2023 R1: What’s New in EMA3D® Cable (now Ansys EMC Plus)
EMA3D® Cable (now Ansys EMC Plus) 2023 R1 new capabilities and features are ready for use and enables full-device and full-vehicle simulation.
EMA3D® Cable is a platform-level electromagnetic compatibility (EMC) modeling software used for simulating electromagnetic interference (EMI) and EMC effects to provide design and certification support.
Featured updates include:
- New Automated Workflows
- New Application Program Interface (API)
- New Tools to Easily Work with Multiple Cable Harnesses
A key contribution to EMA3D® Cable’s already proven success is tight integration within the Ansys environment. EMA3D®’s graphical user interface (GUI) and geometry workflow is built on Ansys Discovery, creating a familiar user experience and easy import of complex geometry. EMA3D® already accepts data generated from Ansys SIwave and Ansys HFSS simulations, and in the latest update will also integrate the use of Ansys Granta, Ansys optiSLang, and Ansys ModelCenter.

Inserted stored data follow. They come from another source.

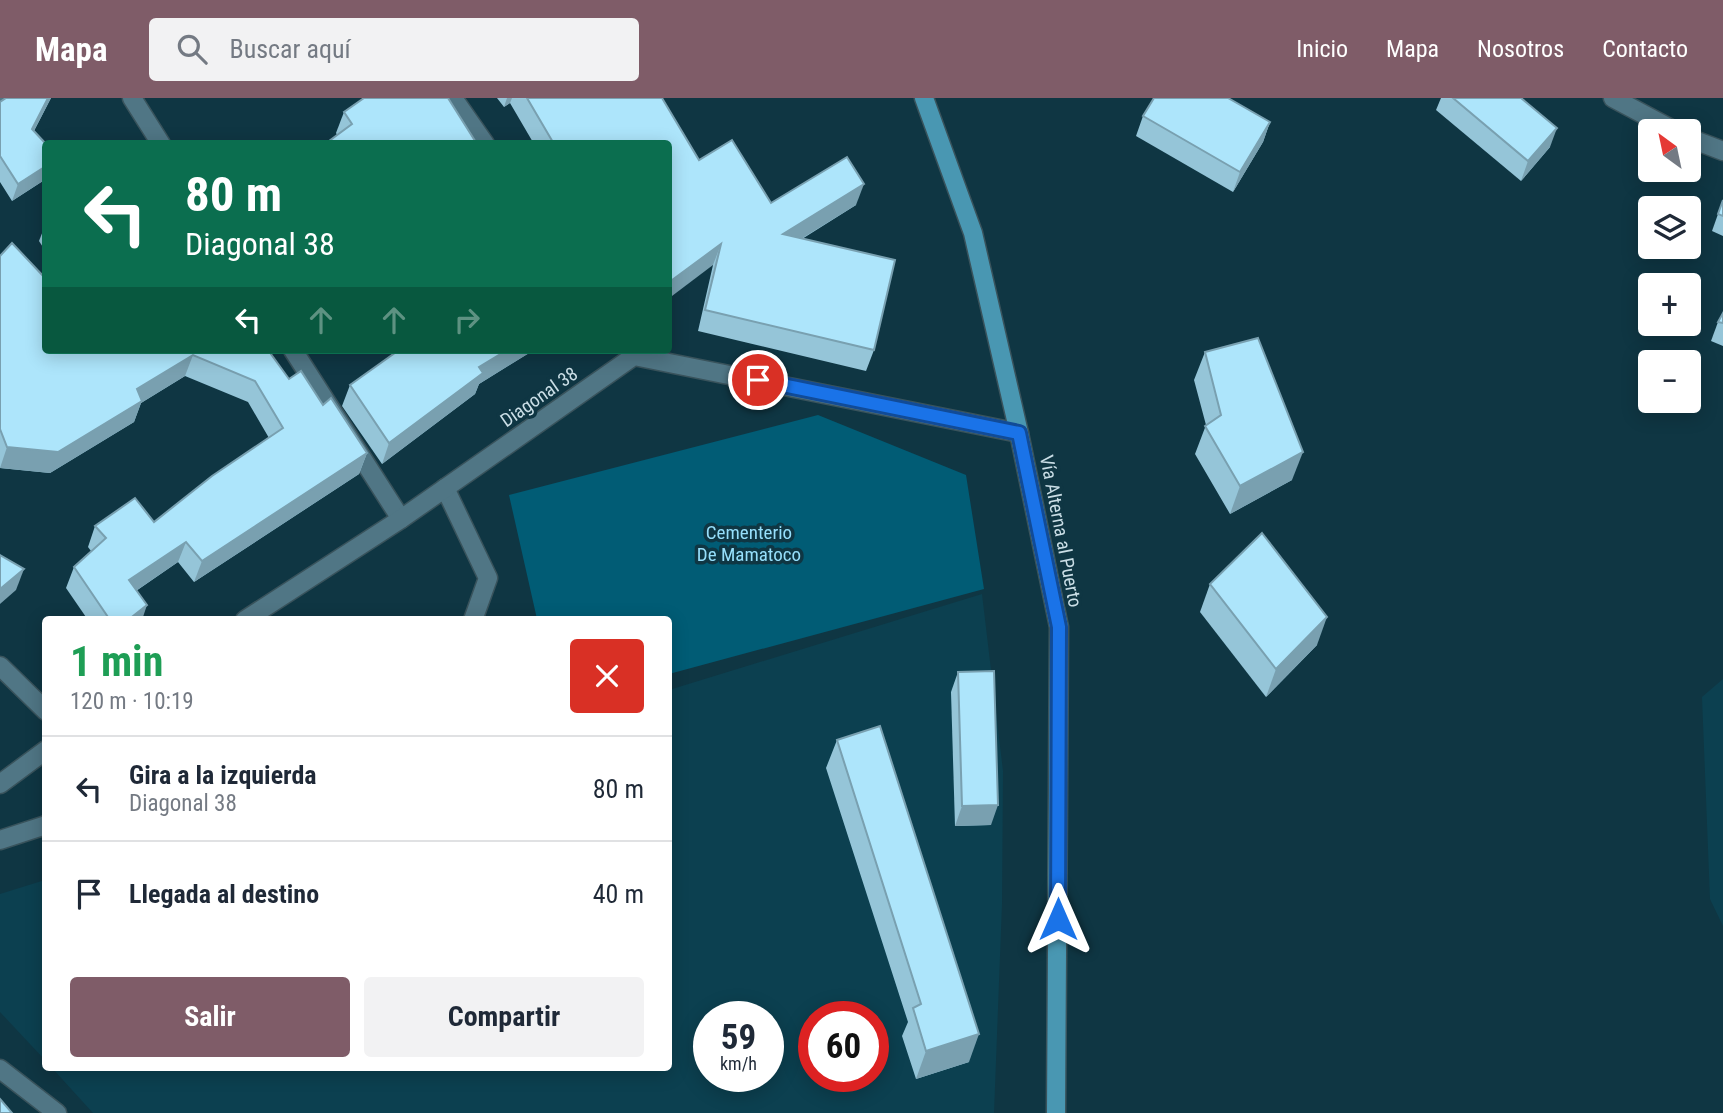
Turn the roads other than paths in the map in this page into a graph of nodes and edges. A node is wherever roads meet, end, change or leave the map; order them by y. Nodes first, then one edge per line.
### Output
1 (5, 98) edge
2 (132, 98) edge
3 (453, 98) edge
4 (924, 98) edge
5 (1613, 98) edge
6 (0, 101) edge
7 (1652, 119) edge
8 (158, 140) edge
9 (482, 140) edge
10 (1701, 142) edge
11 (1723, 150) edge
12 (296, 354) edge
13 (631, 354) edge
14 (637, 354) edge
15 (1019, 433) junction
16 (445, 488) junction
17 (401, 519) junction
18 (251, 616) edge
19 (474, 616) edge
20 (0, 666) edge
21 (42, 706) edge
22 (42, 753) edge
23 (0, 784) edge
24 (42, 826) edge
25 (0, 840) edge
26 (0, 1069) edge
27 (57, 1113) edge
28 (1056, 1113) edge

1 - 6 street
2 - 8 street
3 - 9 street
4 - 15 main road, Vía Alterna al Puerto
5 - 7 street
10 - 11 street
12 - 17 street
13 - 16 street, Diagonal 38
14 - 15 street, Diagonal 38
15 - 28 main road, Vía Alterna al Puerto
16 - 17 street, Diagonal 38
16 - 19 street
17 - 18 street, Diagonal 38
20 - 21 street
22 - 23 street
24 - 25 street
26 - 27 street

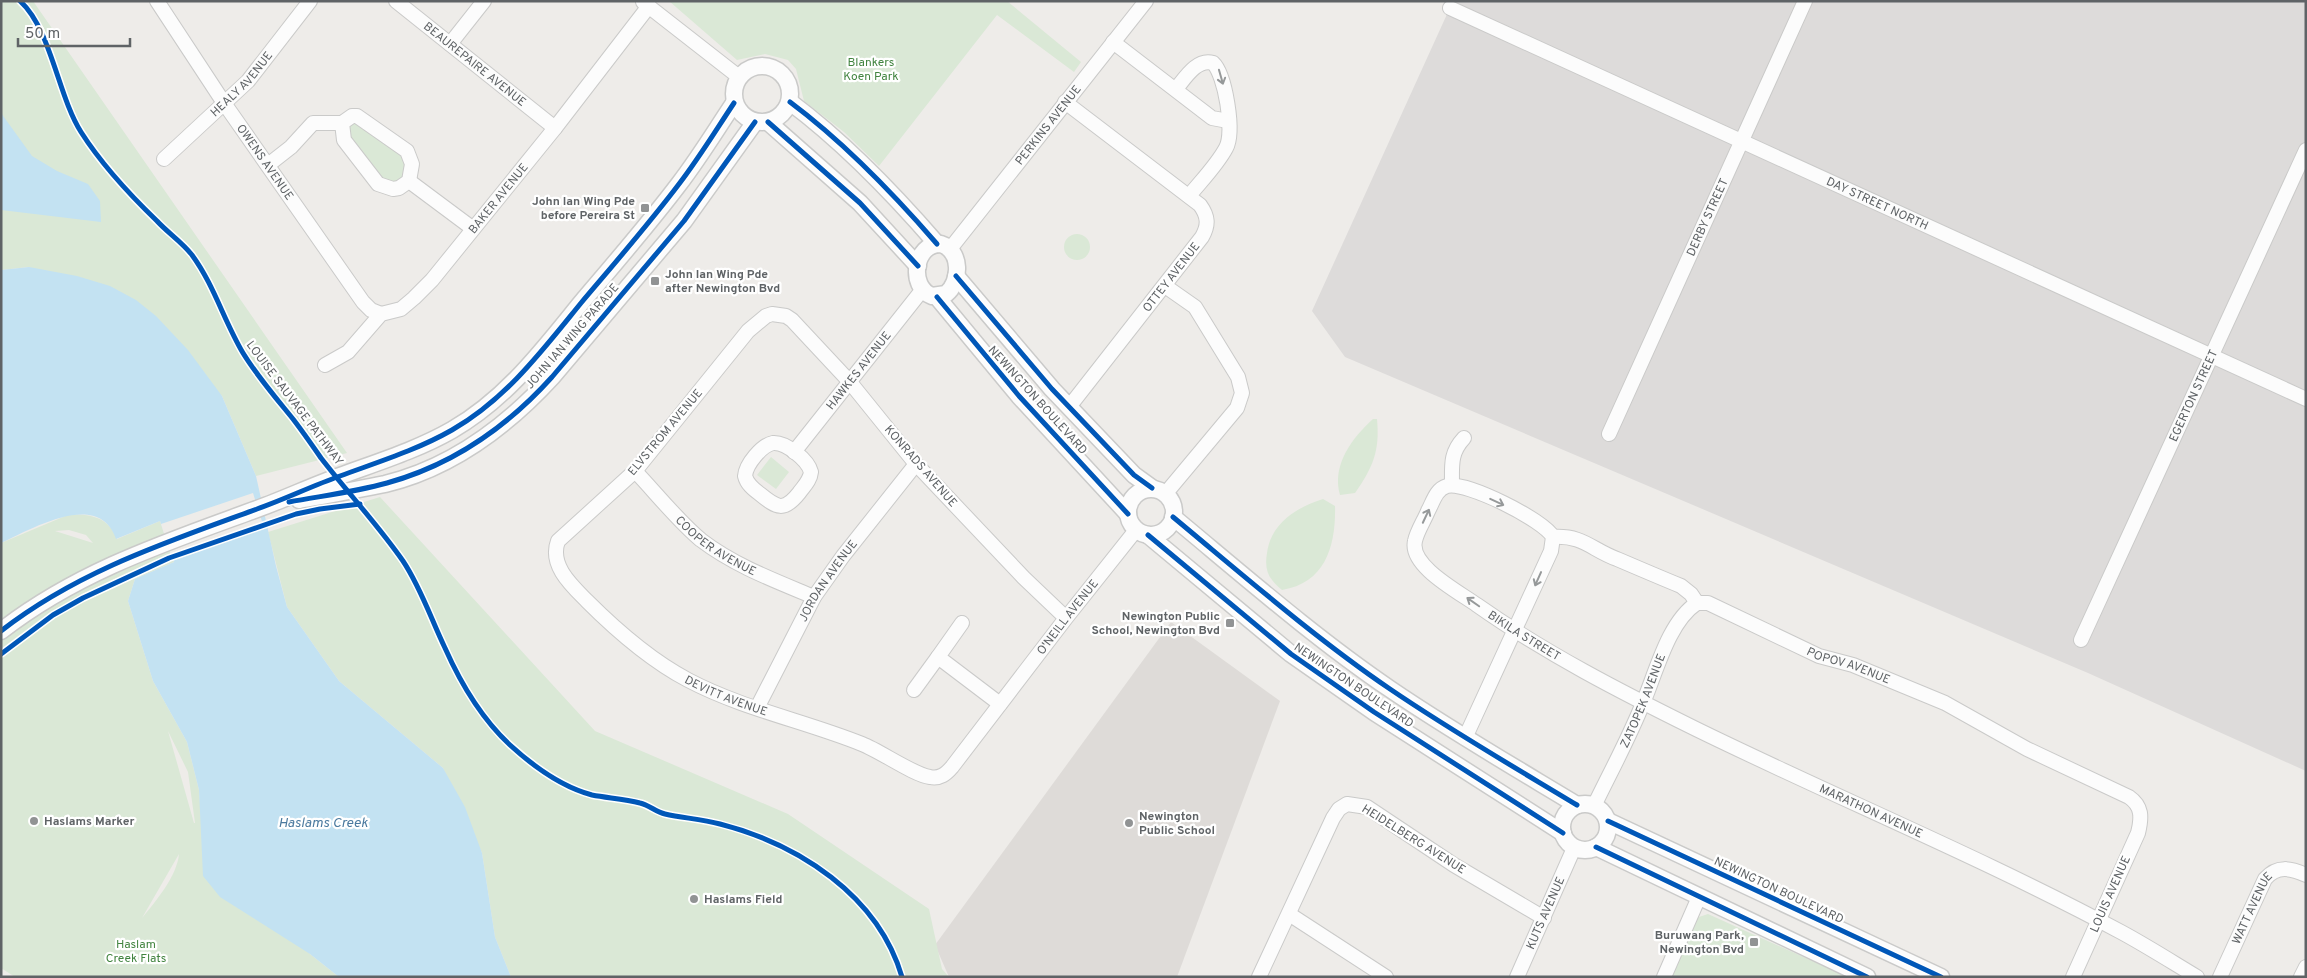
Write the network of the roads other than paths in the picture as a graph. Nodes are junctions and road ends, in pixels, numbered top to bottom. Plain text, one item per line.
1 (156, 1) edge
2 (310, 1) edge
3 (396, 1) edge
4 (484, 1) edge
5 (1146, 1) edge
6 (1805, 1) edge
7 (646, 4) edge
8 (1450, 8) dead end
9 (1113, 42) junction
10 (450, 44) junction
11 (739, 77) junction
12 (1176, 89) junction
13 (790, 102) junction
14 (1065, 102) junction
15 (224, 103) junction
16 (734, 103) junction
17 (1228, 121) junction
18 (761, 122) junction
19 (342, 124) junction
20 (555, 128) junction
21 (1740, 142) junction
22 (2306, 150) edge
23 (164, 159) dead end
24 (268, 165) junction
25 (408, 181) junction
26 (1189, 196) junction
27 (472, 228) junction
28 (944, 246) junction
29 (918, 266) junction
30 (956, 276) junction
31 (1165, 286) junction
32 (930, 293) junction
33 (381, 314) junction
34 (779, 314) joint
35 (2211, 356) junction
36 (325, 365) dead end
37 (849, 381) junction
38 (2306, 399) edge
39 (1069, 407) junction
40 (1609, 434) dead end
41 (1464, 438) dead end
42 (794, 452) junction
43 (916, 464) junction
44 (635, 471) junction
45 (1452, 485) junction
46 (1159, 491) junction
47 (260, 508) junction
48 (1128, 514) junction
49 (1173, 517) junction
50 (1142, 532) junction
51 (1552, 535) junction
52 (555, 555) joint
53 (814, 597) junction
54 (1697, 603) junction
55 (1066, 618) junction
56 (962, 623) dead end
57 (1514, 629) junction
58 (1, 631) edge
59 (2080, 640) dead end
60 (938, 656) junction
61 (914, 690) dead end
62 (1643, 703) junction
63 (1000, 704) junction
64 (756, 708) junction
65 (1466, 738) junction
66 (937, 777) joint
67 (1595, 804) junction
68 (1576, 805) junction
69 (2140, 809) joint
70 (1608, 821) junction
71 (1563, 833) junction
72 (1596, 847) junction
73 (1574, 848) junction
74 (2306, 875) edge
75 (1699, 897) junction
76 (1289, 914) junction
77 (1544, 918) junction
78 (2098, 920) junction
79 (2306, 967) edge
80 (1259, 977) edge
81 (1386, 977) edge
82 (1516, 977) edge
83 (1664, 977) edge
84 (1866, 977) edge
85 (1941, 977) edge
86 (2072, 977) edge
87 (2197, 977) edge
88 (2220, 977) edge
89 (2301, 977) edge

1 - 15 street, OWENS AVENUE
2 - 15 street, HEALY AVENUE
3 - 10 street, BEAUREPAIRE AVENUE
4 - 10 street
5 - 9 street, PERKINS AVENUE
6 - 21 street, DERBY STREET
7 - 11 street
7 - 20 street, BAKER AVENUE
8 - 21 street, DAY STREET NORTH
9 - 12 street
9 - 14 street, PERKINS AVENUE
10 - 20 street, BEAUREPAIRE AVENUE
11 - 13 street
11 - 16 street
12 - 17 street
12 -> 17 street
13 - 18 street
13 - 28 street
14 - 26 street, OTTEY AVENUE
14 - 28 street, PERKINS AVENUE
15 - 23 street, HEALY AVENUE
15 - 24 street, OWENS AVENUE
16 - 18 street
16 - 47 street, JOHN IAN WING PARADE
17 - 26 street
18 - 29 street
18 - 47 street, JOHN IAN WING PARADE
19 - 24 street
19 - 25 street
19 - 25 street
20 - 27 street, BAKER AVENUE
21 - 35 street, DAY STREET NORTH
21 - 40 street, DERBY STREET
22 - 35 street, EGERTON STREET
24 - 33 street, OWENS AVENUE
25 - 27 street
26 - 31 street, OTTEY AVENUE
27 - 33 street, BAKER AVENUE
28 - 29 street
28 - 30 street
29 - 32 street
30 - 32 street
30 - 39 street, NEWINGTON BOULEVARD
31 - 39 street, OTTEY AVENUE
31 - 46 street
32 - 37 street, HAWKES AVENUE
32 - 48 street, NEWINGTON BOULEVARD
33 - 36 street
34 - 37 street, KONRADS AVENUE
34 - 44 street, ELVSTROM AVENUE
35 - 38 street, DAY STREET NORTH
35 - 59 street, EGERTON STREET
37 - 42 street, HAWKES AVENUE
37 - 43 street, KONRADS AVENUE
39 - 46 street, NEWINGTON BOULEVARD
41 - 45 street
42 - 42 street
43 - 53 street, JORDAN AVENUE
43 - 55 street, KONRADS AVENUE
44 - 52 street, ELVSTROM AVENUE
44 - 53 street, COOPER AVENUE
45 -> 51 street
57 -> 45 street, BIKILA STREET
46 - 48 street
46 - 49 street
47 - 58 street, JOHN IAN WING PARADE
48 - 50 street
49 - 50 street
49 - 65 street, NEWINGTON BOULEVARD
50 - 55 street, O'NEILL AVENUE
50 - 71 street, NEWINGTON BOULEVARD
51 - 54 street
51 -> 57 street
52 - 64 street, DEVITT AVENUE
53 - 64 street, JORDAN AVENUE
54 - 62 street, ZATOPEK AVENUE
54 - 69 street, POPOV AVENUE
55 - 63 street, O'NEILL AVENUE
56 - 60 street
57 - 62 street, BIKILA STREET
57 - 65 street
60 - 61 street
60 - 63 street
62 - 67 street, ZATOPEK AVENUE
62 - 78 street, MARATHON AVENUE
63 - 66 street, O'NEILL AVENUE
64 - 66 street, DEVITT AVENUE
65 - 68 street, NEWINGTON BOULEVARD
67 - 68 street
67 - 70 street
68 - 71 street
69 - 78 street, LOUIS AVENUE
70 - 72 street
70 - 85 street, NEWINGTON BOULEVARD
71 - 73 street
72 - 73 street
72 - 75 street
73 - 77 street, KUTS AVENUE
74 - 88 street, WATT AVENUE
75 - 83 street
75 - 84 street
76 - 77 street, HEIDELBERG AVENUE
76 - 80 street, HEIDELBERG AVENUE
76 - 81 street
77 - 82 street, KUTS AVENUE
78 - 86 street, LOUIS AVENUE
78 - 87 street, MARATHON AVENUE
79 - 89 street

A number of new features in 2023 R1 helped to make full-device radiated emissions simulation possible. In 2020, EMA teamed up with Ansys and Intel to simulate the radiated emissions of an entire computer server. Using EMA3D®, HFSS, and SIwave, engineers were able to model the printed circuit boards (PCB), internal electronic devices, enclosures, and the cables inside of the server to find the total radiated emissions. You can read more about the study by clicking here.
“All the complexity of that real computer server was captured in that simulation,” EMA President Tim McDonald said. “It turned something that was impossible into something that was practical and doable.”
Featured Update 1: New EMA3D® Automated Workflows
Featured update number one is new automated workflows, allowing users to open the geometry in EMA3D® Cable and with just one click start the simulation process.
The first automatic workflow is to find shielding effectiveness, which is essential for product designers. In EMA3D® Cable, it now takes one-click with the help of Ansys Granta, a product materials intelligence tool. The process has been built for both new and previous users.
“You may not be an electromagnetic engineer and you might still have to model shielding effectiveness, so we needed to make a workflow that was maybe for someone who’s new to using simulation or a non-EM (electromagnetic) expert,” McDonald said.
To start, EMA3D® captures the material properties. If the user has access to Granta, EMA3D® automatically assigns the material properties based on the assignments and computer-aided design (CAD), a closer at how it is set up is shown in Figure 1.
“The Granta libraries know the electromagnetic properties with high fidelity,” McDonald said. “This all happens behind the scenes for the user.”
Figure 1. Assigning material properties in EMA3D® Cable using Ansys Granta
Once the material properties have been set and the geometry is ready to go, EMA3D® automatically:
- Creates the domain space of the simulation
- Sets boundaries where the simulation will occur
- Meshes the geometry of the enclosure, prepares it for simulation
- Sets up a plane wave source external to the enclosure
- Generates a box probe inside the enclosure
- Initiates running the simulation
“The user has only pressed one button, but all the usual simulation processes will proceed in an automated fashion and once that simulation is complete, all users have to do is right click on the results and process the field statistics,” McDonald said.
When the simulation is finished, the software will then plot the frequency dependent shielding effectiveness, a quantity designers need to know as they begin the design process for broadband shielding effectiveness. The entire process can be seen in Figure 2.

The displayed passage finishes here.